About this exercise —
Omit all pictures, then print the entries exactly.

Exercise input —

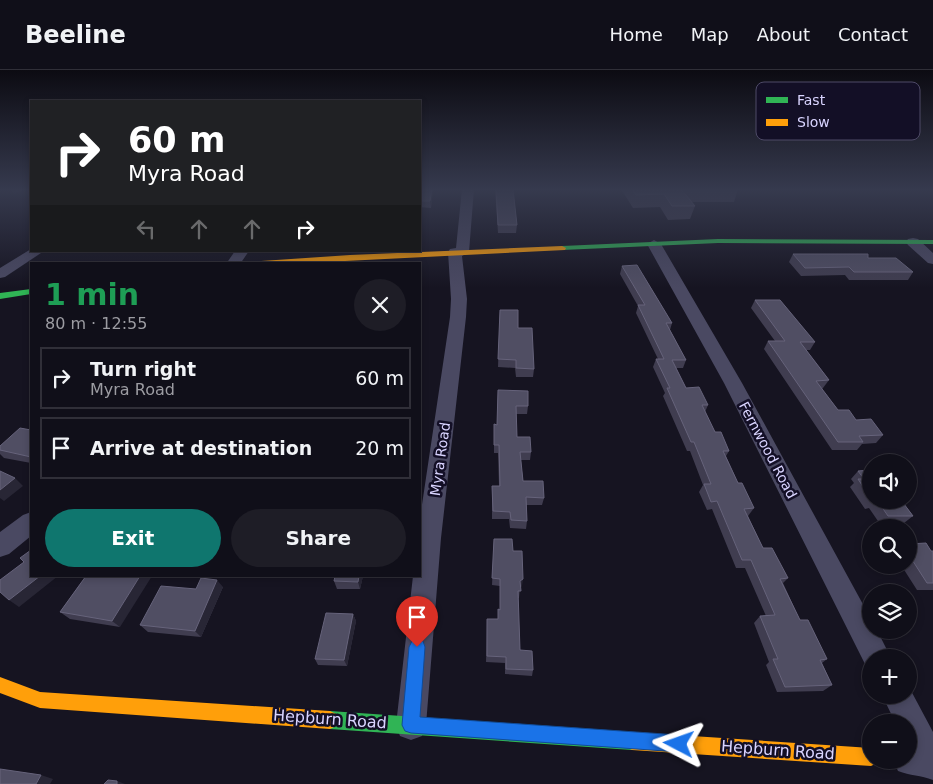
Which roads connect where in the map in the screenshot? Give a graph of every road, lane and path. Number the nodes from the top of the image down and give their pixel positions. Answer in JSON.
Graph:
{"nodes":[{"id":1,"x":463,"y":222,"type":"edge"},
{"id":2,"x":914,"y":242,"type":"junction"},
{"id":3,"x":933,"y":242,"type":"edge"},
{"id":4,"x":654,"y":244,"type":"junction"},
{"id":5,"x":35,"y":252,"type":"edge"},
{"id":6,"x":458,"y":252,"type":"junction"},
{"id":7,"x":933,"y":260,"type":"edge"},
{"id":8,"x":282,"y":262,"type":"edge"},
{"id":9,"x":0,"y":274,"type":"edge"},
{"id":10,"x":30,"y":292,"type":"edge"},
{"id":11,"x":0,"y":296,"type":"edge"},
{"id":12,"x":30,"y":523,"type":"edge"},
{"id":13,"x":0,"y":546,"type":"edge"},
{"id":14,"x":872,"y":649,"type":"edge"},
{"id":15,"x":0,"y":685,"type":"edge"},
{"id":16,"x":901,"y":704,"type":"edge"},
{"id":17,"x":411,"y":725,"type":"junction"},
{"id":18,"x":862,"y":756,"type":"edge"},
{"id":19,"x":927,"y":762,"type":"edge"}],
"edges":[{"from":1,"to":6,"type":"street","name":"Myra Road"},
{"from":2,"to":3,"type":"main road"},
{"from":2,"to":4,"type":"main road"},
{"from":2,"to":7,"type":"street"},
{"from":4,"to":6,"type":"main road"},
{"from":4,"to":14,"type":"street","name":"Fernwood Road"},
{"from":5,"to":9,"type":"street"},
{"from":6,"to":8,"type":"main road"},
{"from":6,"to":17,"type":"street","name":"Myra Road"},
{"from":10,"to":11,"type":"main road"},
{"from":12,"to":13,"type":"street"},
{"from":15,"to":17,"type":"main road","name":"Hepburn Road"},
{"from":16,"to":19,"type":"street"},
{"from":17,"to":18,"type":"main road","name":"Hepburn Road"}]}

Exercise result —
Which roads connect where in the map in the screenshot? Give a graph of every road, lane and path. Number the nodes from the top of the image down and give their pixel positions. Answer in JSON.
Graph:
{"nodes":[{"id":1,"x":463,"y":222,"type":"edge"},
{"id":2,"x":914,"y":242,"type":"junction"},
{"id":3,"x":933,"y":242,"type":"edge"},
{"id":4,"x":654,"y":244,"type":"junction"},
{"id":5,"x":35,"y":252,"type":"edge"},
{"id":6,"x":458,"y":252,"type":"junction"},
{"id":7,"x":933,"y":260,"type":"edge"},
{"id":8,"x":282,"y":262,"type":"edge"},
{"id":9,"x":0,"y":274,"type":"edge"},
{"id":10,"x":30,"y":292,"type":"edge"},
{"id":11,"x":0,"y":296,"type":"edge"},
{"id":12,"x":30,"y":523,"type":"edge"},
{"id":13,"x":0,"y":546,"type":"edge"},
{"id":14,"x":872,"y":649,"type":"edge"},
{"id":15,"x":0,"y":685,"type":"edge"},
{"id":16,"x":901,"y":704,"type":"edge"},
{"id":17,"x":411,"y":725,"type":"junction"},
{"id":18,"x":862,"y":756,"type":"edge"},
{"id":19,"x":927,"y":762,"type":"edge"}],
"edges":[{"from":1,"to":6,"type":"street","name":"Myra Road"},
{"from":2,"to":3,"type":"main road"},
{"from":2,"to":4,"type":"main road"},
{"from":2,"to":7,"type":"street"},
{"from":4,"to":6,"type":"main road"},
{"from":4,"to":14,"type":"street","name":"Fernwood Road"},
{"from":5,"to":9,"type":"street"},
{"from":6,"to":8,"type":"main road"},
{"from":6,"to":17,"type":"street","name":"Myra Road"},
{"from":10,"to":11,"type":"main road"},
{"from":12,"to":13,"type":"street"},
{"from":15,"to":17,"type":"main road","name":"Hepburn Road"},
{"from":16,"to":19,"type":"street"},
{"from":17,"to":18,"type":"main road","name":"Hepburn Road"}]}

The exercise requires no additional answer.